--- Exercise objective ---
Look for the string "Kameraman" in the data below, and copy each line that holds it.

(Records contained in a dataset)
□ □ □ □

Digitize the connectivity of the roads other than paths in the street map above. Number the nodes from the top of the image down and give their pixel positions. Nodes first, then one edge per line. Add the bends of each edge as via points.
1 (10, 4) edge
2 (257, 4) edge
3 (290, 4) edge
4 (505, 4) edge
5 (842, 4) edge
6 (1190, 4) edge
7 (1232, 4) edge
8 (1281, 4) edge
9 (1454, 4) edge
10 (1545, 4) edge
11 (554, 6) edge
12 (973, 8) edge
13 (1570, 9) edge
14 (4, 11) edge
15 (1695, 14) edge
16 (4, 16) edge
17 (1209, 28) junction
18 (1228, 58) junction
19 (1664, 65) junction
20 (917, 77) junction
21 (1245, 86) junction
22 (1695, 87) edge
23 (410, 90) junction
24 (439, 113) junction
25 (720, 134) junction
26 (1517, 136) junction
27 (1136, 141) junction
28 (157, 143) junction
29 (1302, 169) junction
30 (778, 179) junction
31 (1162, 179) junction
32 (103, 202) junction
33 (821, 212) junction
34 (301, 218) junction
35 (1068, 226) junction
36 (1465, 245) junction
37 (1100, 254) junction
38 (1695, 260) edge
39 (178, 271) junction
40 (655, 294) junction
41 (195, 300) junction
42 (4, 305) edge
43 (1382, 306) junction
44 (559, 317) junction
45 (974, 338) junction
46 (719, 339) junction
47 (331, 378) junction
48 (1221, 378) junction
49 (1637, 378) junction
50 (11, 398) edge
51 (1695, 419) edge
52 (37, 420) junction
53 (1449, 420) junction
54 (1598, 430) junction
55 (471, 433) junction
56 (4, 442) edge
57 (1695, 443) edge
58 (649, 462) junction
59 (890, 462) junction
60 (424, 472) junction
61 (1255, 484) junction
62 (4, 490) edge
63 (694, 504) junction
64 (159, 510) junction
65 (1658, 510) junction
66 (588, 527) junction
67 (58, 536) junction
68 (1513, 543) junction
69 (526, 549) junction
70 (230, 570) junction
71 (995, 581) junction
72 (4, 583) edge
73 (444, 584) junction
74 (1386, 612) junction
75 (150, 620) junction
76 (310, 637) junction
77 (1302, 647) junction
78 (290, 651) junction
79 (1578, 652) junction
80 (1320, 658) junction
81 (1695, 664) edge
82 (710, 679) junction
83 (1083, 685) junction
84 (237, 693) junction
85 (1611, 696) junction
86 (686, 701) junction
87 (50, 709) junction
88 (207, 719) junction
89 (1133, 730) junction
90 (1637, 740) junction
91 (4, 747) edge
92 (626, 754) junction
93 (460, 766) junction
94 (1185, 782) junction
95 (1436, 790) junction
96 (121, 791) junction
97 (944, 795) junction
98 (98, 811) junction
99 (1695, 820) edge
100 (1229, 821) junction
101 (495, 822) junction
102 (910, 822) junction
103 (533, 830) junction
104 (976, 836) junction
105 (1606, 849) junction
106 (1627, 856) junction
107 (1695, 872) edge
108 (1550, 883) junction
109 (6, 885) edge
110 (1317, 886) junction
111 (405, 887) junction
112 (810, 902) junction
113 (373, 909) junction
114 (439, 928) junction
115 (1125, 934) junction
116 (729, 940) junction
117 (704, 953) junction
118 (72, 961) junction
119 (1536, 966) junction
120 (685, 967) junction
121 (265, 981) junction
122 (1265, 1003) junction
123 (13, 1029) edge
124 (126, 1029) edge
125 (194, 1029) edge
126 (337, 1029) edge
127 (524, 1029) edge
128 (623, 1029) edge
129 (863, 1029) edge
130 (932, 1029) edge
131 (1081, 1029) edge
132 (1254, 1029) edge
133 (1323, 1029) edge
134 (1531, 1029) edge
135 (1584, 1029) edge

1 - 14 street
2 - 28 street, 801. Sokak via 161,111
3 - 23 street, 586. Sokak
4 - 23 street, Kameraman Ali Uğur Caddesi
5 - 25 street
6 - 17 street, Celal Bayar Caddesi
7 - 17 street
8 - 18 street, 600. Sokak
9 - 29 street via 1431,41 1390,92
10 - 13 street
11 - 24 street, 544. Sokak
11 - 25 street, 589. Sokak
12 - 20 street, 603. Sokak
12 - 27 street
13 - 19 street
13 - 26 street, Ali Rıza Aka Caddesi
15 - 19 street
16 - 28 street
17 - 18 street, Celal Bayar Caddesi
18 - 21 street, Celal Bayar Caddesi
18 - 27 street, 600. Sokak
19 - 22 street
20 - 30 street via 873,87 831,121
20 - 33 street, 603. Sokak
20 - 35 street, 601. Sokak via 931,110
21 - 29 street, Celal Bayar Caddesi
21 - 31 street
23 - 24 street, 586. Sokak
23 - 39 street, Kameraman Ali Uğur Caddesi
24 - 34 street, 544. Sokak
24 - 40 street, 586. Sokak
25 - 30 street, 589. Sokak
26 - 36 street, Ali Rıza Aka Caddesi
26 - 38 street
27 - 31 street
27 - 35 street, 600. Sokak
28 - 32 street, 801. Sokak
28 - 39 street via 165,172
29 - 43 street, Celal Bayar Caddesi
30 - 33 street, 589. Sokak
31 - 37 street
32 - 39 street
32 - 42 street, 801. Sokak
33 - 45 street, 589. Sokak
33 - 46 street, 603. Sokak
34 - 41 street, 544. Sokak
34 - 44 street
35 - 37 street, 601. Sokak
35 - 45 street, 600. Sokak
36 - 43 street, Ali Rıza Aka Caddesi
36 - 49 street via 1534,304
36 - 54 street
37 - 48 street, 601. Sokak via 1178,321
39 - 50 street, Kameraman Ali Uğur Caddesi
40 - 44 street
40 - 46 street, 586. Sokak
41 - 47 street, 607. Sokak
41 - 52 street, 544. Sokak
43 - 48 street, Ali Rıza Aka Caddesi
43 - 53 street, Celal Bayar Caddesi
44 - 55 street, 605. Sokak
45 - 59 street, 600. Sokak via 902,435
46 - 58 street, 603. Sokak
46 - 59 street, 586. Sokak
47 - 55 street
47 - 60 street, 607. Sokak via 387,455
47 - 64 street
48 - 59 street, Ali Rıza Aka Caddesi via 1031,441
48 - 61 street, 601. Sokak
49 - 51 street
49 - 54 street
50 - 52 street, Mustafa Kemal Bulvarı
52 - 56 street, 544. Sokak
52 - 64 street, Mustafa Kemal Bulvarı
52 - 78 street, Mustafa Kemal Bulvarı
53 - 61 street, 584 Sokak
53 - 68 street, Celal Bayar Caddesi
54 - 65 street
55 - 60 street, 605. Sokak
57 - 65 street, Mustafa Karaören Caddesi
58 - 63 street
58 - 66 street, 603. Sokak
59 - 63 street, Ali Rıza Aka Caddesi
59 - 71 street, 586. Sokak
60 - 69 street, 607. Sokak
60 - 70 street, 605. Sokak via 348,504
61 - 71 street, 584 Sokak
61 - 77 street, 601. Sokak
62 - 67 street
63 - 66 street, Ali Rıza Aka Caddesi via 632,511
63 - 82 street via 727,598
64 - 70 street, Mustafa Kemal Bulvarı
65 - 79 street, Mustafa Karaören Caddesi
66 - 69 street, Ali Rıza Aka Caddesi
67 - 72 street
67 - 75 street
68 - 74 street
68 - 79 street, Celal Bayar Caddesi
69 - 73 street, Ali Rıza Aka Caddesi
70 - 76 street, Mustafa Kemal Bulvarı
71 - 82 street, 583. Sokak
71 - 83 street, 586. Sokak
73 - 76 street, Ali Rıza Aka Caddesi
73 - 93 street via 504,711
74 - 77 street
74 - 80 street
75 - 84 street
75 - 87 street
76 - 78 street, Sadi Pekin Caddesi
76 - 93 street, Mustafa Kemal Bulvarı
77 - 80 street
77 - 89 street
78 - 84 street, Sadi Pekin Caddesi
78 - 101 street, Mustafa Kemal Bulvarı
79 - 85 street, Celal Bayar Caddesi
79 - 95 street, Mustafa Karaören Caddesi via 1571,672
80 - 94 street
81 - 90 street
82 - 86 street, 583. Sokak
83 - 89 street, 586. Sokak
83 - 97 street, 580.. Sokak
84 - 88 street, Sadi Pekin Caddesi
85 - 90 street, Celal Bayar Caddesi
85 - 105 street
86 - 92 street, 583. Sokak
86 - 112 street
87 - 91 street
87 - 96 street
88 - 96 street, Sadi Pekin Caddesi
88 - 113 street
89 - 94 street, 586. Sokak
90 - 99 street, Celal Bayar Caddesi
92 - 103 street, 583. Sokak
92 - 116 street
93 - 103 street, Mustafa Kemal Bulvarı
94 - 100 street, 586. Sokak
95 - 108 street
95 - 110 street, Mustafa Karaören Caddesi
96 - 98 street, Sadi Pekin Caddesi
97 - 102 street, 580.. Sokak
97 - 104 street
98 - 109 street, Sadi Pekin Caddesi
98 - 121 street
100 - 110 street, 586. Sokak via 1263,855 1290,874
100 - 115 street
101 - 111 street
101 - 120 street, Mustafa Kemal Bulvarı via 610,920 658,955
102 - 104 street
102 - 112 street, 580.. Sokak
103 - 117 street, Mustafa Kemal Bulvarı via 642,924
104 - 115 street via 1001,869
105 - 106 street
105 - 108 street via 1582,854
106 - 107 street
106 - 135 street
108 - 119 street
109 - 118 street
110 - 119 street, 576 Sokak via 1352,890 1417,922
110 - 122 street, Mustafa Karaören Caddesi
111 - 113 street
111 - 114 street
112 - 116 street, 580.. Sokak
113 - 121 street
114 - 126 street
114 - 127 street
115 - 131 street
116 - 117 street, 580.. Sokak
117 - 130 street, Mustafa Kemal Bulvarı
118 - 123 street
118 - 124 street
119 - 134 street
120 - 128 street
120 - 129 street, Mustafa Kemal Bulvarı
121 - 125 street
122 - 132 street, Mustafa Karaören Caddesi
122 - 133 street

□ □ □ □

--- Written response ---
4 - 23 street, Kameraman Ali Uğur Caddesi
23 - 39 street, Kameraman Ali Uğur Caddesi
39 - 50 street, Kameraman Ali Uğur Caddesi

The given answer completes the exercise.